*SUPPLIED INFORMATION:*
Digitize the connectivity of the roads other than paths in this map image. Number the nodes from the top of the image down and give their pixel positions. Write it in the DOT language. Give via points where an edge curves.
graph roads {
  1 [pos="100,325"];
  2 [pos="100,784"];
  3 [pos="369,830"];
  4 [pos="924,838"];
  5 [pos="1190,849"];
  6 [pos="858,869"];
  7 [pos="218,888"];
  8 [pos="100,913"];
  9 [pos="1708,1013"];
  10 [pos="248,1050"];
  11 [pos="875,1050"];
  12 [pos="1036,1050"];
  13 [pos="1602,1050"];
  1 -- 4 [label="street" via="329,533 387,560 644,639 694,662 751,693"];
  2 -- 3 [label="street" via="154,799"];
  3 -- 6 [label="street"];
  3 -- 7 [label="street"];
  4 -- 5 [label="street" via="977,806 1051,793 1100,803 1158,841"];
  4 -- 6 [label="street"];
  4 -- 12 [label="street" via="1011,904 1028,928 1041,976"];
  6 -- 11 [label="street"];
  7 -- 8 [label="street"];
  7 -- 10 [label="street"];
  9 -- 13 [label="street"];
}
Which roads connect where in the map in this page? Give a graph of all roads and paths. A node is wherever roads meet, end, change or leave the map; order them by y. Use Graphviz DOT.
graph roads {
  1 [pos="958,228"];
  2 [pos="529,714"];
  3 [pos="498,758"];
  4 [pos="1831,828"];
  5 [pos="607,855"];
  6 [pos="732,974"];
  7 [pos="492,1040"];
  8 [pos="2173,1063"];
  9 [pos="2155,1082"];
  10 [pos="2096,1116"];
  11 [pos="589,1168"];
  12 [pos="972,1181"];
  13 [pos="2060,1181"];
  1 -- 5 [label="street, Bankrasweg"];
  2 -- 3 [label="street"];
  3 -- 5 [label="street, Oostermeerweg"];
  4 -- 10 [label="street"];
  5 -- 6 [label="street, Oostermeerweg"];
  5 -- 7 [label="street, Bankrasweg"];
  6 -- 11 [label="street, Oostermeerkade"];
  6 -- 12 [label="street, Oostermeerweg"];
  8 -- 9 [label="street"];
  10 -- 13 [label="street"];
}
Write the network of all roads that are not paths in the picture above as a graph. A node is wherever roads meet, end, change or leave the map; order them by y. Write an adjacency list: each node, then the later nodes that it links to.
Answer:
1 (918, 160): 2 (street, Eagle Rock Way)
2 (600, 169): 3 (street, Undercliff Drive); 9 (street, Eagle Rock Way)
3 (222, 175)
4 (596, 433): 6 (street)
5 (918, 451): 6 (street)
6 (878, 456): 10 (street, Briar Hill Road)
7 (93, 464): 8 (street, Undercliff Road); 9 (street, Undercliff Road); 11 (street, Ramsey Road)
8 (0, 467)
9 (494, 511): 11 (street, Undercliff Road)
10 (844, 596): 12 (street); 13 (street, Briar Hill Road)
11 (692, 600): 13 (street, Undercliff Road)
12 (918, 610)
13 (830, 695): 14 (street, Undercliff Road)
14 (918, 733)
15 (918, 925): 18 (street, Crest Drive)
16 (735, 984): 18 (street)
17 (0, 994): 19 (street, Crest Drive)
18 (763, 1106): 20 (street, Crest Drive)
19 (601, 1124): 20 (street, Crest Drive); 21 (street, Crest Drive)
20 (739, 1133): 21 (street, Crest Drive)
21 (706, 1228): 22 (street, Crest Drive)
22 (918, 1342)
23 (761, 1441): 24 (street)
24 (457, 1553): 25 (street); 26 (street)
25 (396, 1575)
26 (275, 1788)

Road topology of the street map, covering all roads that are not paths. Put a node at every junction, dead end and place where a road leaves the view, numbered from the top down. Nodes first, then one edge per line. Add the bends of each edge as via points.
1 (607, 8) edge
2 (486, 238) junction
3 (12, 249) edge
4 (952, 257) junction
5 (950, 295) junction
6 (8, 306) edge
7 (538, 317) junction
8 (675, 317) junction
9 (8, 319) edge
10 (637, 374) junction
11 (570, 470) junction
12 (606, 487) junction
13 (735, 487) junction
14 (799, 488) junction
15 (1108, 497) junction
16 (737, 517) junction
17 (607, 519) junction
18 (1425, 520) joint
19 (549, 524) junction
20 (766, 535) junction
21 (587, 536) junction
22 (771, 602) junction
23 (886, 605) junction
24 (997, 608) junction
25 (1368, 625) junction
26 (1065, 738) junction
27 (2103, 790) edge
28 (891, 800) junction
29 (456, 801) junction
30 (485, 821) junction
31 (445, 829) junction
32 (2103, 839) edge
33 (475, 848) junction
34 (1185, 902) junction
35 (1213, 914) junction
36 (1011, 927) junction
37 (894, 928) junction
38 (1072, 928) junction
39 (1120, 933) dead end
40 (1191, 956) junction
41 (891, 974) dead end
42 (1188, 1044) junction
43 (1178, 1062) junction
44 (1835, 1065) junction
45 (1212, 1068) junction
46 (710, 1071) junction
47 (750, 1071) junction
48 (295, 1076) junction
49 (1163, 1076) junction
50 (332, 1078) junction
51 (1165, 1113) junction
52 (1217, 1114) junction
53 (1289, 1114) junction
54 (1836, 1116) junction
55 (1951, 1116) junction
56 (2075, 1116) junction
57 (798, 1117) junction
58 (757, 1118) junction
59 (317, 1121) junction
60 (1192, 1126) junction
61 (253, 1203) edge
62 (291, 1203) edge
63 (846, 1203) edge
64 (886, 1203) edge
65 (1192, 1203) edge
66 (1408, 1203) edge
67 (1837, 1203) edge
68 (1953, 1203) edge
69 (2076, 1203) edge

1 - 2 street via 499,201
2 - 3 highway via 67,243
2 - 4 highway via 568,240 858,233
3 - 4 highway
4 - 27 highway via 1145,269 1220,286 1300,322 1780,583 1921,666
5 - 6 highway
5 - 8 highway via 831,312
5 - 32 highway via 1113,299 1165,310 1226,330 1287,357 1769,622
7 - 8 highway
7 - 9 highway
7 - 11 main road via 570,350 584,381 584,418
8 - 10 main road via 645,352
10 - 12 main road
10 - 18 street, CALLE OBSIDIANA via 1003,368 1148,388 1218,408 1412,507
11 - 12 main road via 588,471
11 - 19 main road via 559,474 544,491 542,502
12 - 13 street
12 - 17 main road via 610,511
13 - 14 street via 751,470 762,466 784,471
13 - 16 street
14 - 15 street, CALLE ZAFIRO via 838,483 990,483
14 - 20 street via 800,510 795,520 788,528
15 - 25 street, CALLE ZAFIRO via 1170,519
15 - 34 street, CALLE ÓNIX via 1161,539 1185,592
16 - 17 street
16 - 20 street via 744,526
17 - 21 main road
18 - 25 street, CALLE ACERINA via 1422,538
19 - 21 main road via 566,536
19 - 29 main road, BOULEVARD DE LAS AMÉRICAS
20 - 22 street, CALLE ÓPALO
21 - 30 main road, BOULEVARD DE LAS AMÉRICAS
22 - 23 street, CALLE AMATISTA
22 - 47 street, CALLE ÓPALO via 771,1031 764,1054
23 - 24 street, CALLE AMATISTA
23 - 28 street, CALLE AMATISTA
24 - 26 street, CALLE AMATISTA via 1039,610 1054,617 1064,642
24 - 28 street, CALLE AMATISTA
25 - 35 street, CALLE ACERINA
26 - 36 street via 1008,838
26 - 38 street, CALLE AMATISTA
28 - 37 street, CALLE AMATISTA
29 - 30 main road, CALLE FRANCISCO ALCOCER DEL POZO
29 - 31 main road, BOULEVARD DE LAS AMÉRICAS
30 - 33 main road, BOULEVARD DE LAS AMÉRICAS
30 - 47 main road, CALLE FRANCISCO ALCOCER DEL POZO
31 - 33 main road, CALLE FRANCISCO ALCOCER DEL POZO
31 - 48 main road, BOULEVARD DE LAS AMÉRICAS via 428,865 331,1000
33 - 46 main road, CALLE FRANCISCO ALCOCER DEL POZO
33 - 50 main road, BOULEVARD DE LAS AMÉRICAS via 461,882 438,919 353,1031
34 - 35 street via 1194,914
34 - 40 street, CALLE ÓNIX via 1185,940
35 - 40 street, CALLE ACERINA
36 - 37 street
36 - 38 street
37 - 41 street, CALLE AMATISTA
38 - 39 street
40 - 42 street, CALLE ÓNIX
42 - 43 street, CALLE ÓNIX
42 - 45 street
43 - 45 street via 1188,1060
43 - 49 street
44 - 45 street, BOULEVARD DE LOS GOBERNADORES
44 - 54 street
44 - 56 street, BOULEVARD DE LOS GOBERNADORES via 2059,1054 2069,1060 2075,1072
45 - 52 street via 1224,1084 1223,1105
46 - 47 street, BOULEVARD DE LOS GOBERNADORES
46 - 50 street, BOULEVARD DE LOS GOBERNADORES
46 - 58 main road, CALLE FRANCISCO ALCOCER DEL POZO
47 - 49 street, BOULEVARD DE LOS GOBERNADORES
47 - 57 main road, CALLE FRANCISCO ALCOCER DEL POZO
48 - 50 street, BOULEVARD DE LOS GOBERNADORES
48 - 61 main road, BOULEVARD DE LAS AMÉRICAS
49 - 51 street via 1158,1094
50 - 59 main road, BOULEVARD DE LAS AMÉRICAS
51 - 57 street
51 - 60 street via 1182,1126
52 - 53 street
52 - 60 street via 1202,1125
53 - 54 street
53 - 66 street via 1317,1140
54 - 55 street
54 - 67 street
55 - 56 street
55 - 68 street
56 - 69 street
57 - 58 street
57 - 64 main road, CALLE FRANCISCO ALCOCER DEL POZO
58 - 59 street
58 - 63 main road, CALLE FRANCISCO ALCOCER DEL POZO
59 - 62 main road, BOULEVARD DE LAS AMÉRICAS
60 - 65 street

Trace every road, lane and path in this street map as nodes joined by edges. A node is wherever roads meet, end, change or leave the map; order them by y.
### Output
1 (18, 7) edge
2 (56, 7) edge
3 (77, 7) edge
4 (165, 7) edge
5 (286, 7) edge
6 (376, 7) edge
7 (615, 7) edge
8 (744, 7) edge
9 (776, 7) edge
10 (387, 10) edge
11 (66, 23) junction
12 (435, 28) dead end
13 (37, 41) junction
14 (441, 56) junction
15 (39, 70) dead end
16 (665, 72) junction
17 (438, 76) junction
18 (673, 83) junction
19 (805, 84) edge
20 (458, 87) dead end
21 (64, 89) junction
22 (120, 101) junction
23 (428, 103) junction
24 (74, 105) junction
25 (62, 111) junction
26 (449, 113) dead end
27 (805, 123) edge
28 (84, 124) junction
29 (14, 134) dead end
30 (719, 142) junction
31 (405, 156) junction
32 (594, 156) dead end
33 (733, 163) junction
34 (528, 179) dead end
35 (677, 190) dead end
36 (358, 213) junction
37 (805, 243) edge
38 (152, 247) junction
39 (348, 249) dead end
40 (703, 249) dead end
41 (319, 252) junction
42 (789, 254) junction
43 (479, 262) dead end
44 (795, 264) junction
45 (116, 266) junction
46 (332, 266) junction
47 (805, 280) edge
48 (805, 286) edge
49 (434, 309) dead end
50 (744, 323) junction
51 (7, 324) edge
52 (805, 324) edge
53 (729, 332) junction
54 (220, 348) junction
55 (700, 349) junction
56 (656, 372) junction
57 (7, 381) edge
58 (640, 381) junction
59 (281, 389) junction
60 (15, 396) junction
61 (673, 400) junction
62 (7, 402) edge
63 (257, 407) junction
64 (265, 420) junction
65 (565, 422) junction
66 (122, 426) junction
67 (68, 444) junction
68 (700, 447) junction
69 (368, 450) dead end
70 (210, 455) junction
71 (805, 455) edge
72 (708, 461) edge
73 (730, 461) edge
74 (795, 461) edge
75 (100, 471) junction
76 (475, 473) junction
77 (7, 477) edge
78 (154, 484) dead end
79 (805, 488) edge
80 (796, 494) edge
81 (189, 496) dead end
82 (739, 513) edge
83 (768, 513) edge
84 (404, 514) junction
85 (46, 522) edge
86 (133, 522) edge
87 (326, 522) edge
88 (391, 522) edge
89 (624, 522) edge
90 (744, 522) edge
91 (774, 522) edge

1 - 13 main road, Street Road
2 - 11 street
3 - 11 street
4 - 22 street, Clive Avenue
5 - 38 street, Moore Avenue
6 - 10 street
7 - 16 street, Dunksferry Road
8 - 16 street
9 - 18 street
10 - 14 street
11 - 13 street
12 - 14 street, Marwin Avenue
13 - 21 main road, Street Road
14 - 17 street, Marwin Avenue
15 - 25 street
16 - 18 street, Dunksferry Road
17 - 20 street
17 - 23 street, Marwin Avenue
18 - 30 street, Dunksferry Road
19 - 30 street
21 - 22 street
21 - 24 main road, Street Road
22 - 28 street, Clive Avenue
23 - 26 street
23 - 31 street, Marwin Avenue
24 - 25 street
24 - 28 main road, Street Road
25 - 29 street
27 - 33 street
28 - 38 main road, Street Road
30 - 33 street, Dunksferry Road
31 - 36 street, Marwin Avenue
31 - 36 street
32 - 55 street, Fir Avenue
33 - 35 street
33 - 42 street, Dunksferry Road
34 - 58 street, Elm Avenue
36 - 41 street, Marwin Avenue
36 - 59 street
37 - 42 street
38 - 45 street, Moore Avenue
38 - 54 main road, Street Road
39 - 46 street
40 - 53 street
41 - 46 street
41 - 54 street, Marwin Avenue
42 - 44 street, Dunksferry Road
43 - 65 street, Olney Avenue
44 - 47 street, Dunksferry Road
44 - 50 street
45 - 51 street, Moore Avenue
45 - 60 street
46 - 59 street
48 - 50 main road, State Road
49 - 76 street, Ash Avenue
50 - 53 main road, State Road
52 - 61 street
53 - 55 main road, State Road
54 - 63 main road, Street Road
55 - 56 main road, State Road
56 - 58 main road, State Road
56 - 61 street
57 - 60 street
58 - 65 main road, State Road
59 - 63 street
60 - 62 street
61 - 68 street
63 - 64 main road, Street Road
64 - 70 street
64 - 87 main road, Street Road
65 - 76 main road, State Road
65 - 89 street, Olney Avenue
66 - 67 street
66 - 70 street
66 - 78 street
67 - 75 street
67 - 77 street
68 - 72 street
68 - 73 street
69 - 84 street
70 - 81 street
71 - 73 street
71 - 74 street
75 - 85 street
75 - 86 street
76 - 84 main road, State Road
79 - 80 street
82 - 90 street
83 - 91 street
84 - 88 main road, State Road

*TASK DIRECTIONS:* Go through the entries above and copy each line holding the string "ZAFIRO".

*RESPONSE AREA:*
14 - 15 street, CALLE ZAFIRO via 838,483 990,483
15 - 25 street, CALLE ZAFIRO via 1170,519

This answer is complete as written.